A intenção de disputar o cargo de governador do Distrito Federal em 2026 foi anunciada pelo ex-deputado federal e distrital Geraldo Magela (PT), no programa do CB.Poder — parceria entre o Correio e a TV Brasília — dessa segunda-feira (21/10). Às jornalistas Ana Maria Campos e Adriana Bernardes, Magela avaliou que o Partido dos Trabalhadores vem cometendo uma série de erros e que é necessário lançar um candidato próprio para concorrer ao Buriti.
O seu nome pode ser colocado para disputar o cargo de governador em 2026?

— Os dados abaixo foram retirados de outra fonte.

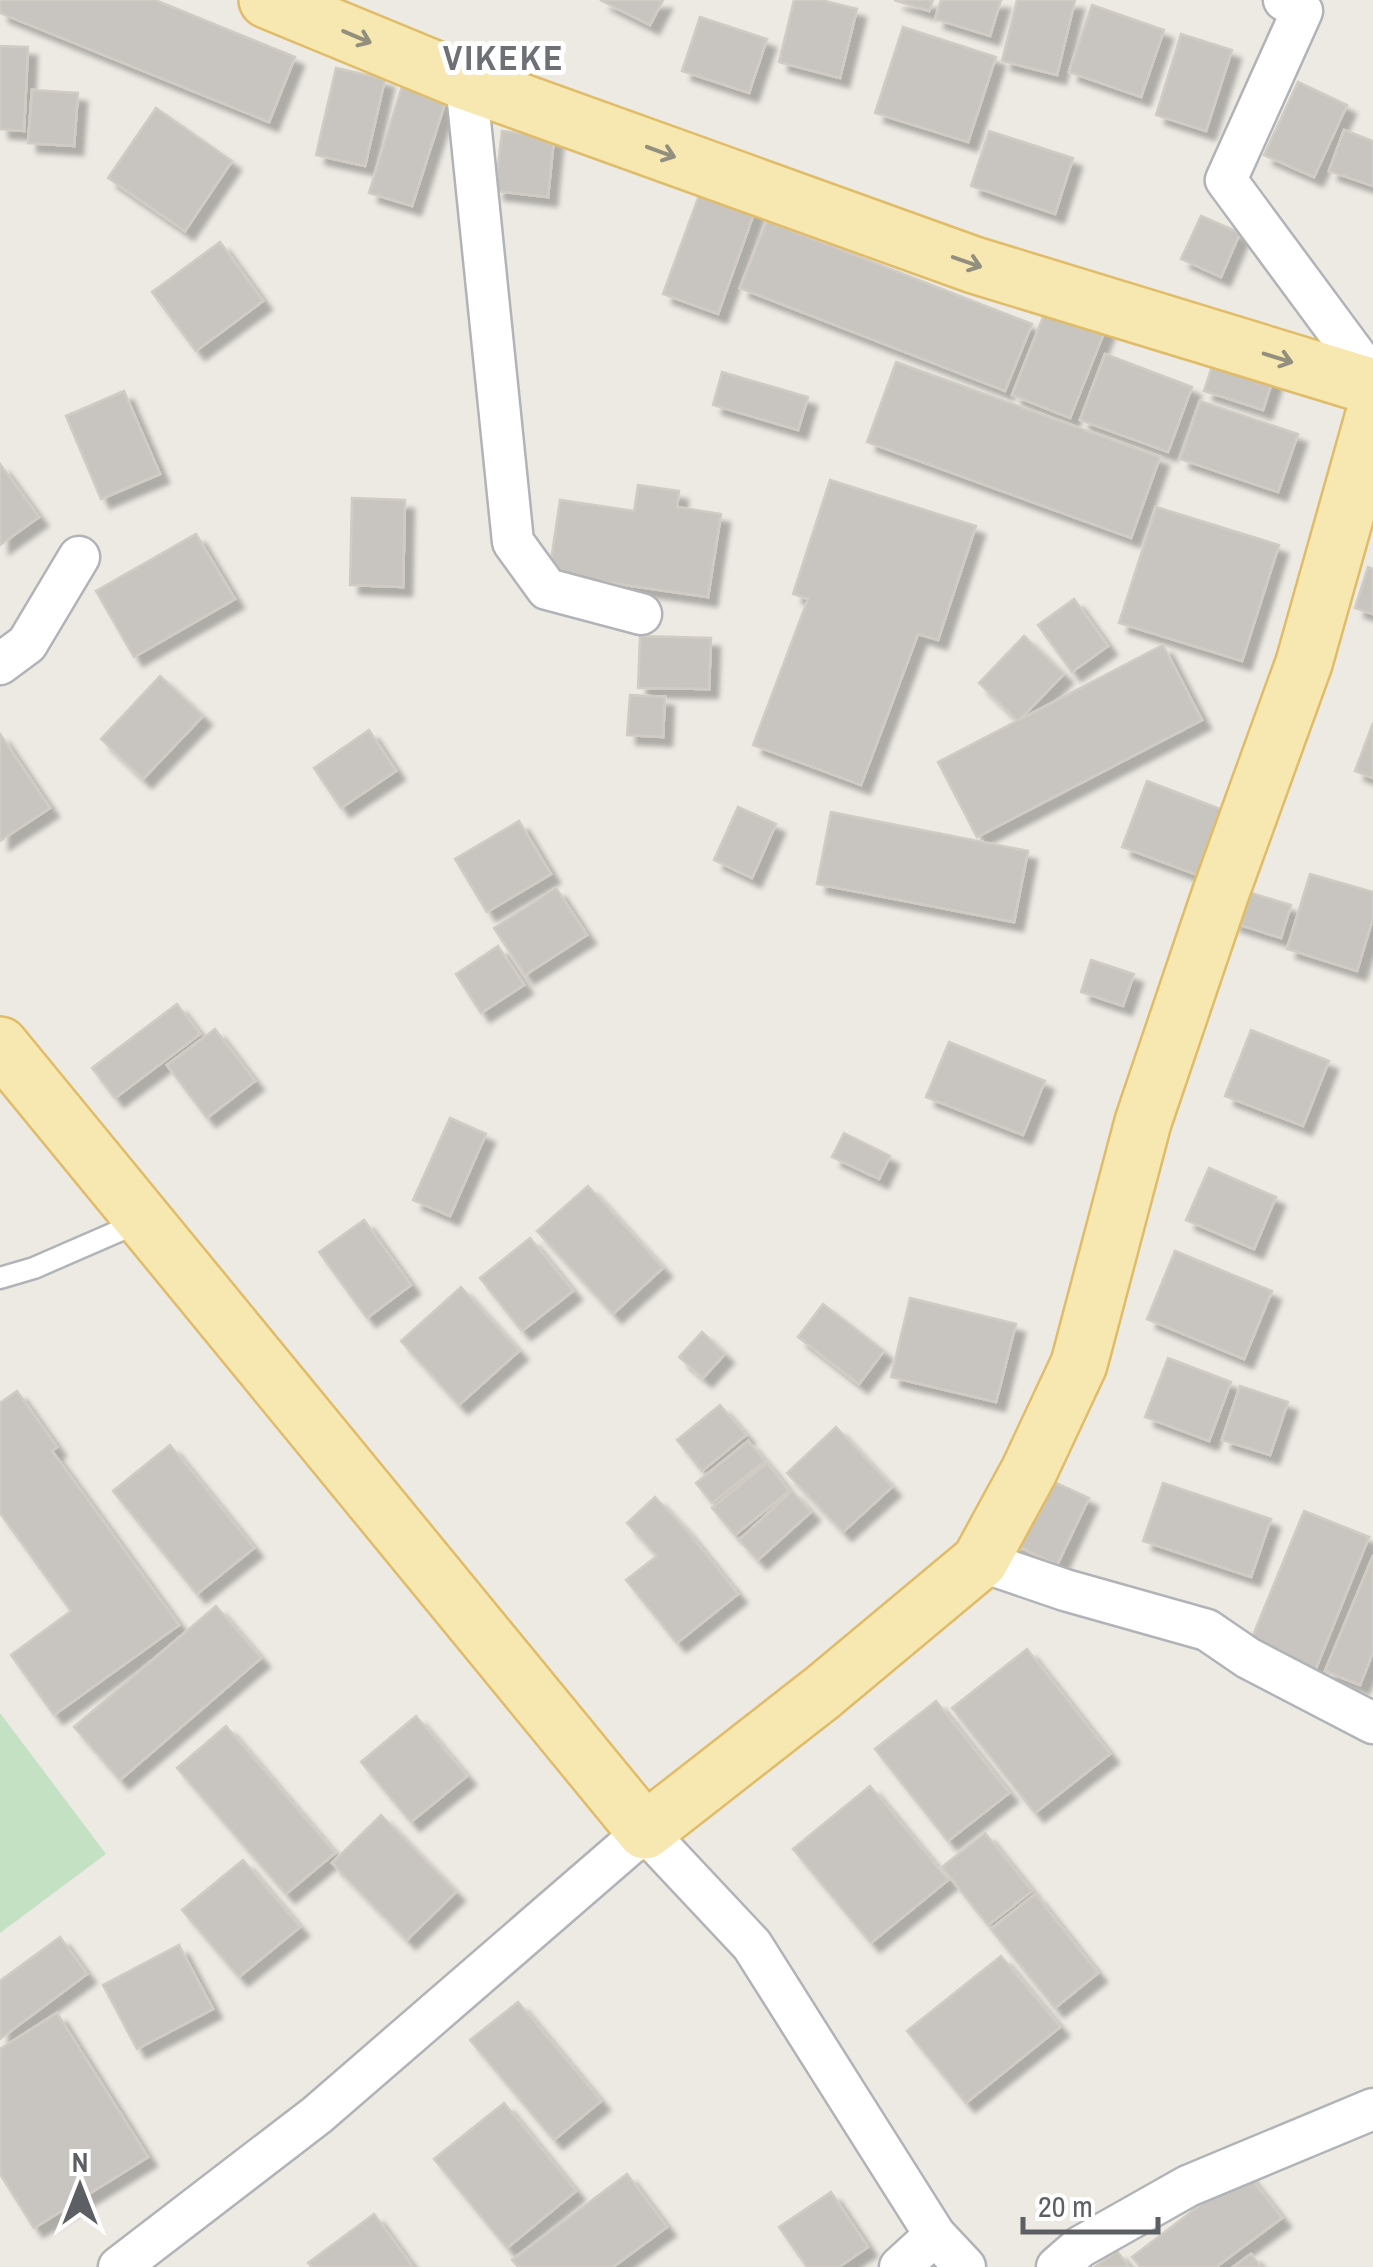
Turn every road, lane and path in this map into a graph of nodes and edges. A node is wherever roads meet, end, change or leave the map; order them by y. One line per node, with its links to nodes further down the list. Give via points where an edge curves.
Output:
1 (267, 0): 3 (main road, one-way to 3)
2 (1284, 0): 4 (street, via 1302,11 1226,180)
3 (466, 82): 5 (main road, one-way to 5, via 974,265); 8 (street, via 513,542 547,589)
4 (1373, 379)
5 (1373, 388)
6 (1373, 418): 13 (main road, via 1304,663 1143,1122 1079,1364)
7 (79, 557): 9 (street, via 27,644)
8 (640, 614)
9 (0, 664)
10 (0, 1045): 11 (main road)
11 (144, 1220): 12 (lane); 15 (main road)
12 (0, 1278)
13 (980, 1561): 14 (street, via 1207,1630); 15 (main road)
14 (1373, 1723)
15 (645, 1832): 17 (street, via 752,1945); 18 (street, via 317,2115)
16 (1373, 2110): 21 (street, via 1188,2186)
17 (935, 2235): 19 (street); 20 (street)
18 (119, 2267)
19 (900, 2267)
20 (965, 2267)
21 (1056, 2267)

Vou te dar aqui em primeira mão. Eu estou colocando o meu nome à disposição do PT para ser o candidato a governador do Distrito Federal em 2026. Estou fazendo isso a partir de várias consultas que realizei com diversos grupos políticos, a militância e, também, ouvindo pessoas de outros partidos. Estou decidido a apresentar o meu nome para que o PT, junto com os partidos com os quais desejamos compor uma aliança, possa avaliar essa possibilidade. Eu sei que outros partidos têm seus próprios candidatos, mas acredito que, pelo tamanho do PT, o partido precisa ter seu nome no debate, e eu estou disposto a ser essa opção.
A indicação do seu nome é para valer ou é um arranjo político?
Naturalmente, o processo agora é de diálogo. Assim como outros partidos já colocaram seus nomes, nós temos o nome do Leandro Gras, pelo PV, e o do Capelli, pelo PSB. Muitas pessoas também lembram da senadora Leila Barros, do PDT, e até o professor Cristovam Buarque, do Cidadania, foi mencionado. Estou colocando o meu nome para ser analisado no PT e junto com esses partidos. Não vamos tomar essa decisão agora; ela deve ser feita no ano que vem. O PT passa por um processo de renovação interna e, só após isso, é que decidiremos. Mais à frente, analisaremos pesquisas e as condições de quem está em uma situação melhor. Só então, tomaremos uma decisão, que será feita internamente no PT e, também, em conjunto com os outros partidos. Eu estou apresentando o meu nome com essa perspectiva.
Como é que vai ser a negociação no PT para que o seu nome seja abraçado por todo mundo?
Com muito diálogo. Não foi a melhor experiência na eleição passada, na qual as divisões internas levaram o PT a abrir mão da candidatura a governador. Isso ficou muito evidente. Se o PT tivesse unificado, o nome teria sido do PT. Eu tenho a convicção de que, hoje, todas as forças políticas estão convencidas de que nós precisamos ter unidade dentro do PT. E essa unidade será feita com muito diálogo, com muita conversa e com muita democracia. Eu tenho a convicção de que o PT, tendo a força que tem, deve ser um jogador político eleitoral. Se ele não faz isso, acaba tendo um prejuízo para a eleição de deputados distritais, para a eleição de deputados federais, e não ajuda, inclusive, adequadamente, com a força que tem na eleição presidencial.
Na sua avaliação, se o senhor ou a Rosilene Corrêa tivessem sido candidatos, o desempenho teria sido melhor?
Eu não tenho nenhuma dúvida disso. Vou dar um dado a você que não é meu, é da Justiça Eleitoral. O PT recebeu, em 2022, cerca de 15 mil votos na legenda 13. Se esses votos tivessem sido somados aos votos do Leandro Grass, ele teria ido para o segundo turno. O eleitor queria votar no PT. Em São Paulo, nesta eleição, na qual o Guilherme Boulos concorre, o PT 13 recebeu 48 mil votos, no primeiro turno. Se esses votos tivessem sido validados para o Boulos, ele teria superado o Nunes e estaria em primeiro lugar. No DF, vamos levar tudo isso em conta. Em 2022, o PT só não teve candidatura a governador por falta de unidade. Nós aprendemos com isso e vamos construir essa unidade para que o PT tenha candidato em 2026. Acredito que todos vão se esforçar nesse sentido.
O que o primeiro turno das eleições municipais de 2024 sinalizou para o PT?
As eleições municipais não dividem o país em direita e esquerda. Tratam-se de questões locais. Por isso, o PT lançou menos candidaturas nestas eleições. Mesmo assim, o balanço foi positivo, elegemos mais do que em 2020. A decisão foi por fazer alianças com outros partidos, como em São Paulo, com Boulos, do PSol.
Onde o PT errou nas últimas eleições do Distrito Federal?
O PT acumula uma série de erros e é isso que eu estou propondo, que o PT pare de errar, como errou em 2018 e 2022. Por isso, estou sugerindo uma candidatura petista e colocando o meu nome à disposição do partido para resolver os problemas do Distrito Federal.